Let $\Theta=\{\theta_1,\dots,\theta_n\}$ be a subgroup of $S_n$, the symmetric group of degree $n$. Let's define $\Gamma_\Theta=\{\gamma_1,\dots,\gamma_n\}$ by:
$$\gamma_j(k):=\theta_k(j), \quad \forall j,k=1,\dots,n \tag 1$$
Lemma. $\Gamma_\Theta \subseteq S_n$ if and only if:
$$\theta_j(i)=\theta_k(i) \Rightarrow \theta_j=\theta_k \tag 2$$
Proof. If $\gamma_i \in S_n$, then $\theta_j(i)=\theta_k(i) \Rightarrow \gamma_i(j)=\gamma_i(k) \Rightarrow j=k \Rightarrow \theta_j=\theta_k$, so that $(2)$ holds. Conversely, if $(2)$ holds, then $\gamma_i(j)=\gamma_i(k) \Rightarrow \theta_j(i)=\theta_k(i) \Rightarrow \theta_j=\theta_k \Rightarrow j=k$, so that $\gamma_i$ is injective and then bijective. $\quad \Box$
Now, I suppose that there is some (unique?) labelling of the elements of $\Theta$ such that $\Gamma_\Theta \le S_n$; I've verified it directly for $n=3$ (and then necessarily $\Theta=\{(123),(231),(312)\}$ [*]), but I can't prove it in general.
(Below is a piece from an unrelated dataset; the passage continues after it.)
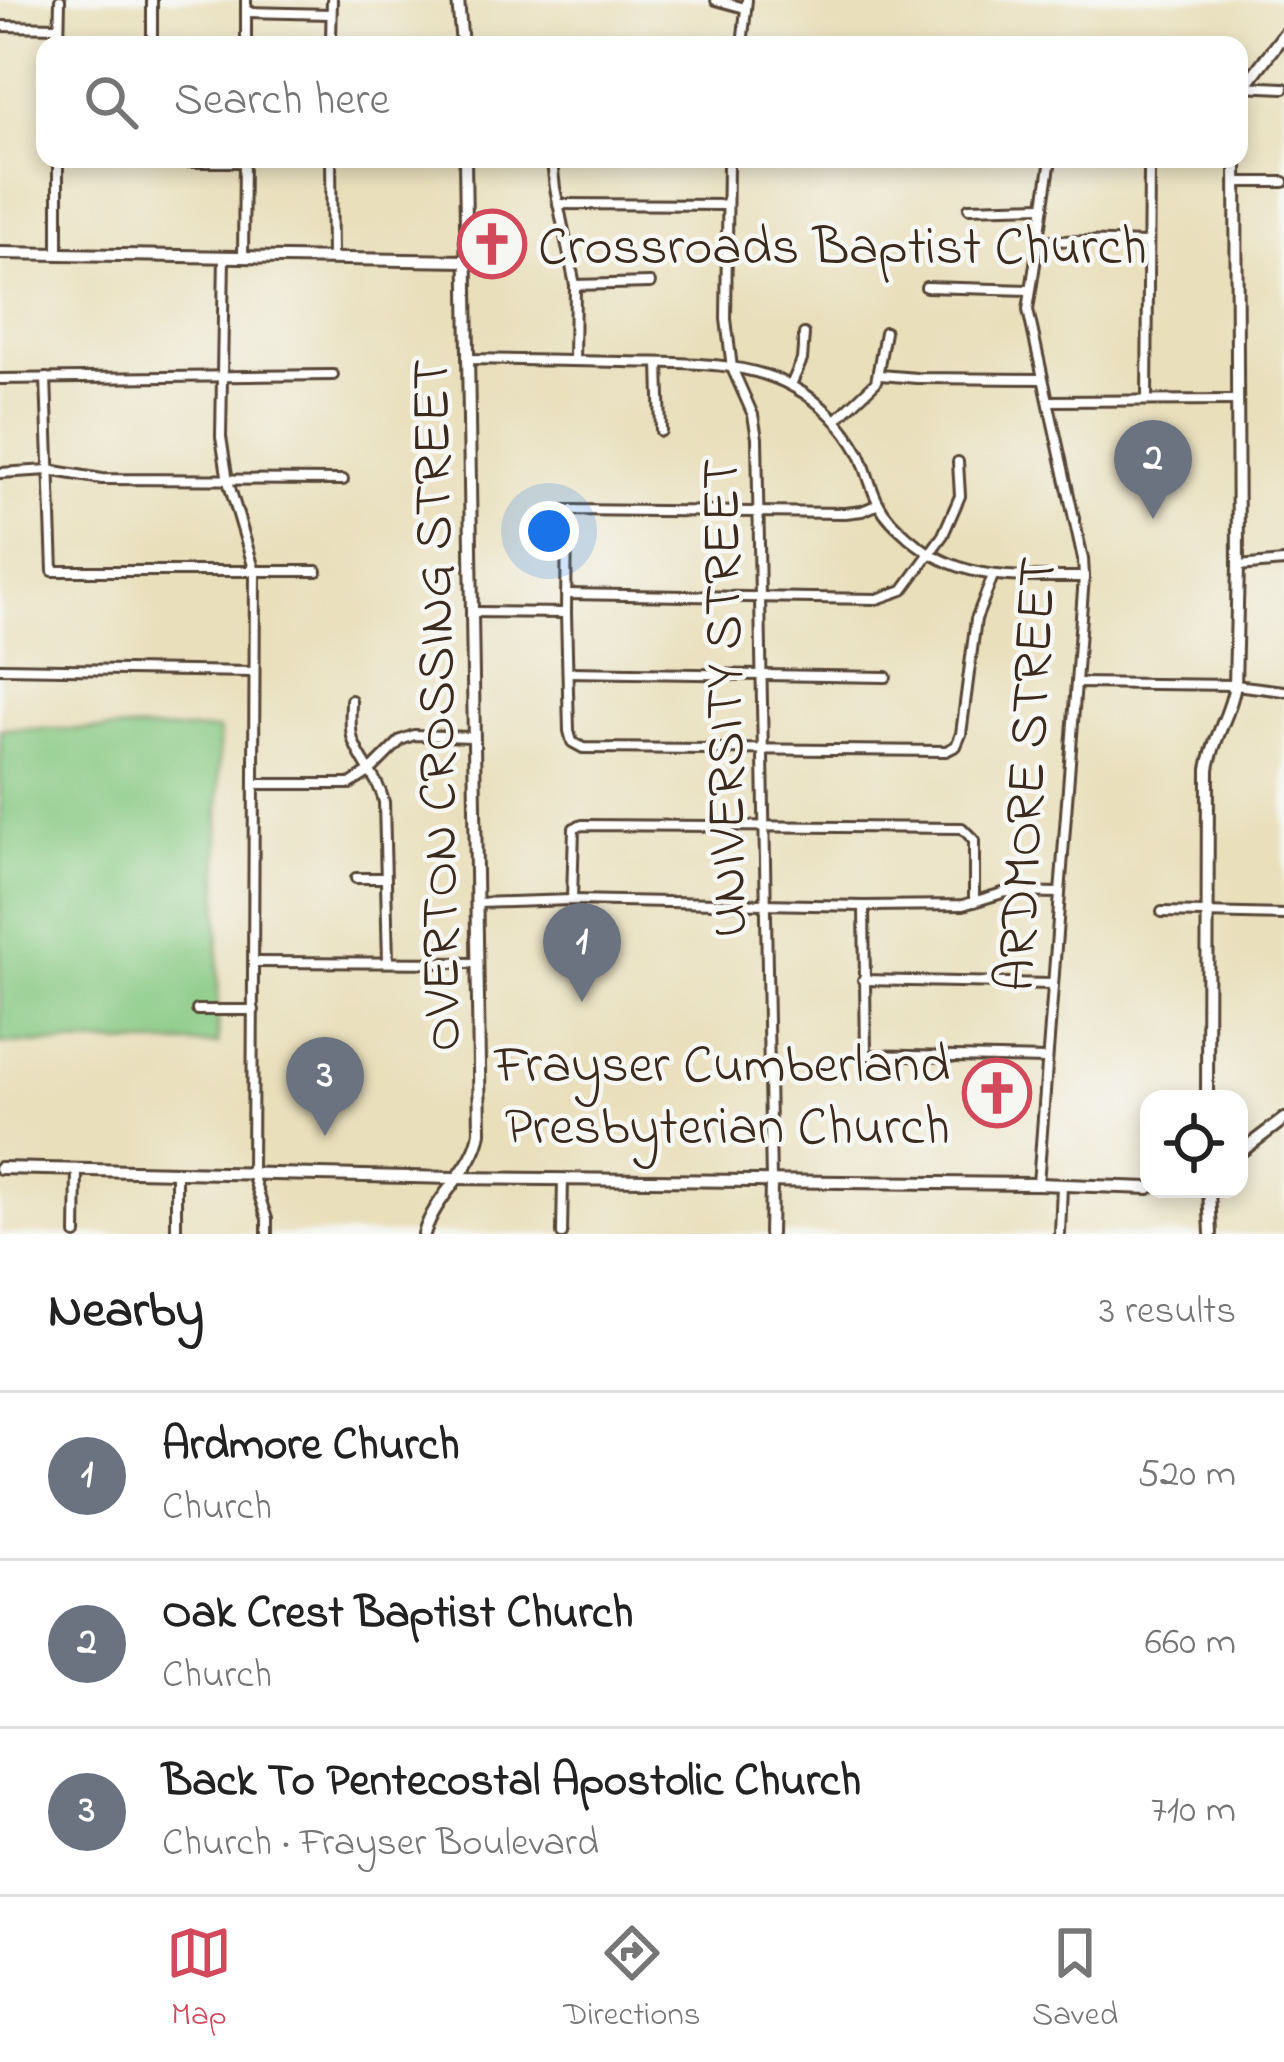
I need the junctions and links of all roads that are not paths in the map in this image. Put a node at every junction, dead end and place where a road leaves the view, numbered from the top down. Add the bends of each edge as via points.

[*] for example, $\theta_1=(123), \theta_2=(231), \theta_3=(312)$ works, while $\theta_1=(123), \theta_2=(312), \theta_3=(231)$ doesn't.
Your Lemma answers your question.
Proof:
$(\Rightarrow)$
$\theta_j(i)=\theta_k(i)\Rightarrow\theta_j=\theta_k$ is equivalent to ${\rm Stab}_\Theta(i)=1$, so $\Theta$ is semiregular. But $|\Theta|=n$ so the orbit-stabiliser theorem implies that $\Theta$ is semi-regular if and only if it is regular.
$(\Leftarrow)$
If $\Theta$ is a left regular representation of itself then $\Gamma_\Theta$ is the right regular representation of $\Theta$ (in particular $\Theta\cong\Gamma_\Theta$).